Sur le fond, les propositions économiques de Jorion sont pratiquement inexistantes en dehors d’une vague idée de constitution pour l’économie, projet semble-t-il abandonné, et de sa prétention à vouloir, si j’ai bien compris, éliminer les paris sur les prix, réforme qui lui parait non seulement envisageable mais aussi susceptible de résoudre tous nos problèmes. On aurait tout aussi bien pu déclarer illégale la cupidité humaine ou la méchanceté! On le voit donc, Jorion s’appuie sur du vide et il en tire un salaire décent. Cela revient bien à créer de l’argent ex-nihilo. Chapeau l’artiste !

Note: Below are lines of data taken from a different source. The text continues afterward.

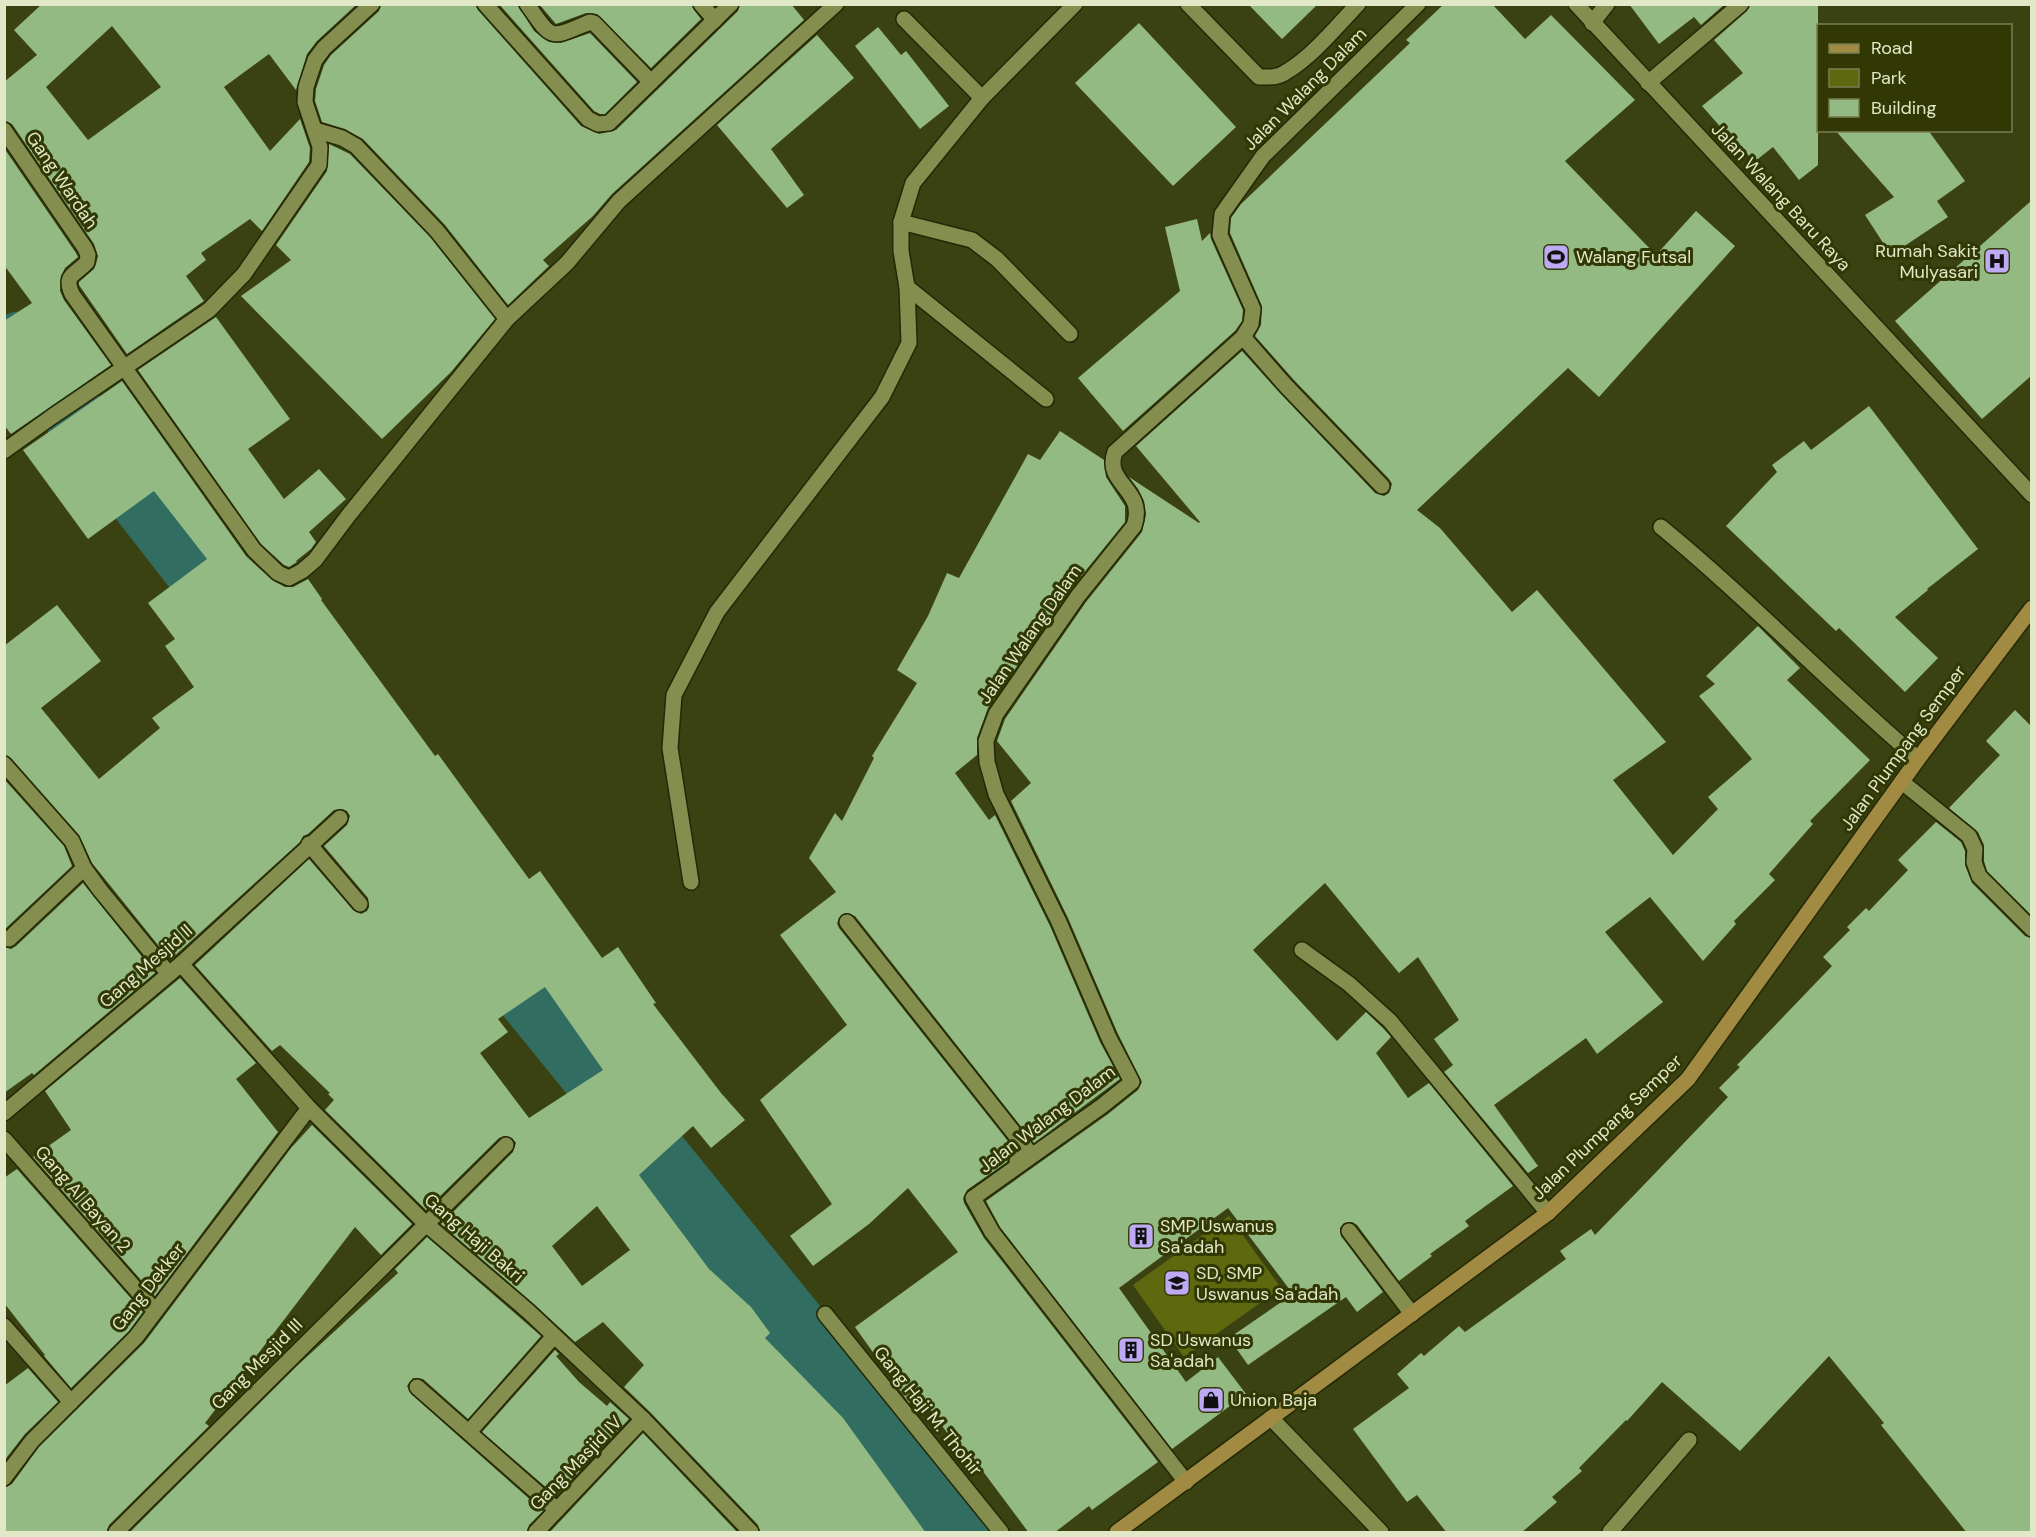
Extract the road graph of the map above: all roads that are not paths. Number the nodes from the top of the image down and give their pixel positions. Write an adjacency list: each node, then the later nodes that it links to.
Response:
1 (372, 4): 20 (street)
2 (485, 4): 17 (street)
3 (527, 4): 17 (street)
4 (701, 4): 15 (street)
5 (731, 4): 15 (street)
6 (836, 4): 24 (street)
7 (1075, 4): 19 (street)
8 (1188, 4): 9 (street)
9 (1358, 4)
10 (1418, 4): 26 (street, Jalan Walang Dalam)
11 (1575, 4): 16 (street, Jalan Walang Baru Raya)
12 (1607, 4): 16 (street)
13 (1742, 4): 18 (street)
14 (904, 19): 19 (street)
15 (715, 20): 17 (street)
16 (1592, 22): 18 (street, Jalan Walang Baru Raya)
17 (651, 82)
18 (1648, 83): 31 (street, Jalan Walang Baru Raya)
19 (982, 98): 22 (street)
20 (315, 129): 24 (street); 27 (street)
21 (4, 130): 27 (street, Gang Wardah)
22 (901, 222): 23 (street); 25 (street)
23 (907, 287): 28 (street); 40 (street)
24 (507, 319): 27 (street)
25 (1070, 334)
26 (1243, 337): 30 (street); 51 (street, Jalan Walang Dalam)
27 (125, 369): 29 (street)
28 (1046, 399)
29 (4, 451)
30 (1382, 486)
31 (2031, 495)
32 (1661, 527): 34 (street)
33 (2031, 608): 34 (main road, Jalan Plumpang Semper)
34 (1918, 759): 36 (main road, Jalan Plumpang Semper)
35 (4, 764): 39 (street, Gang Haji Bakri)
36 (1902, 782): 43 (street); 52 (main road, Jalan Plumpang Semper)
37 (340, 818): 38 (street, Gang Mesjid II)
38 (309, 844): 41 (street); 46 (street, Gang Mesjid II)
39 (84, 868): 44 (street); 46 (street, Gang Haji Bakri)
40 (691, 882)
41 (360, 904)
42 (847, 922): 51 (street)
43 (2031, 929)
44 (9, 939)
45 (1302, 950): 52 (street)
46 (175, 969): 47 (street, Gang Haji Bakri); 48 (street, Gang Mesjid II)
47 (309, 1108): 53 (street, Gang Haji Bakri); 55 (street, Gang Dekker)
48 (4, 1113)
49 (4, 1139): 55 (street, Gang Al Bayan 2)
50 (506, 1145): 53 (street, Gang Mesjid III)
51 (973, 1198): 67 (street, Jalan Walang Dalam)
52 (1548, 1214): 57 (main road, Jalan Plumpang Semper)
53 (426, 1224): 59 (street, Gang Haji Bakri); 69 (street, Gang Mesjid III)
54 (1349, 1231): 57 (street)
55 (155, 1311): 61 (street, Gang Dekker)
56 (825, 1314): 72 (street, Gang Haji M. Thohir)
57 (1412, 1314): 62 (main road, Jalan Plumpang Semper)
58 (4, 1326): 61 (street)
59 (554, 1336): 63 (street, Gang Haji Bakri); 64 (street)
60 (417, 1387): 64 (street)
61 (70, 1402): 66 (street, Gang Dekker)
62 (1271, 1418): 67 (main road, Jalan Plumpang Semper); 74 (street)
63 (644, 1419): 68 (street, Gang Masjid IV); 71 (street, Gang Haji Bakri)
64 (469, 1432): 68 (street)
65 (1689, 1440): 75 (street)
66 (4, 1478)
67 (1186, 1482): 73 (main road, Jalan Plumpang Semper)
68 (558, 1510): 70 (street, Gang Masjid IV)
69 (116, 1533)
70 (536, 1533)
71 (751, 1533)
72 (1001, 1533)
73 (1117, 1533)
74 (1381, 1533)
75 (1610, 1533)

Mais au-delà du phénomène de mode et de la légitime recherche de popularité qui pousse à utiliser tous les moyens disponibles pour l’acquérir et la faire progresser, il reste l’angoissante question de savoir pourquoi et comment P.Jorion peut nier envers et contre tout un mécanisme (la création monétaire) qui n’a rien de secret et dont le fonctionnement est communément admis par l’immense majorité, sinon la totalité des spécialistes. Je ne crois pas personnellement à de quelconques intérêts bien compris qui feraient que P.Jorion aurait avantage à entretenir la confusion. Il me semble qu’il faut plutôt chercher du côté de la psychologie humaine.  Des éléments de réponse très intéressants ont été apportés à ce sujet par un commentateur (Sander) sur le blog "Plus loin que Jorion", que je reproduits ci-dessous :

Le déni de réalité survient quand, devant une réalité trop angoissante, nous nions l’évidence, comme si nous ne voulions pas la voir. En réalité, c’est que nous ne pouvons pas la voir tant elle serait douloureuse ou difficile à assumer.  Le déni proviendrait donc d’une angoisse. Il peut aussi être la manifestation d’une volonté de puissance.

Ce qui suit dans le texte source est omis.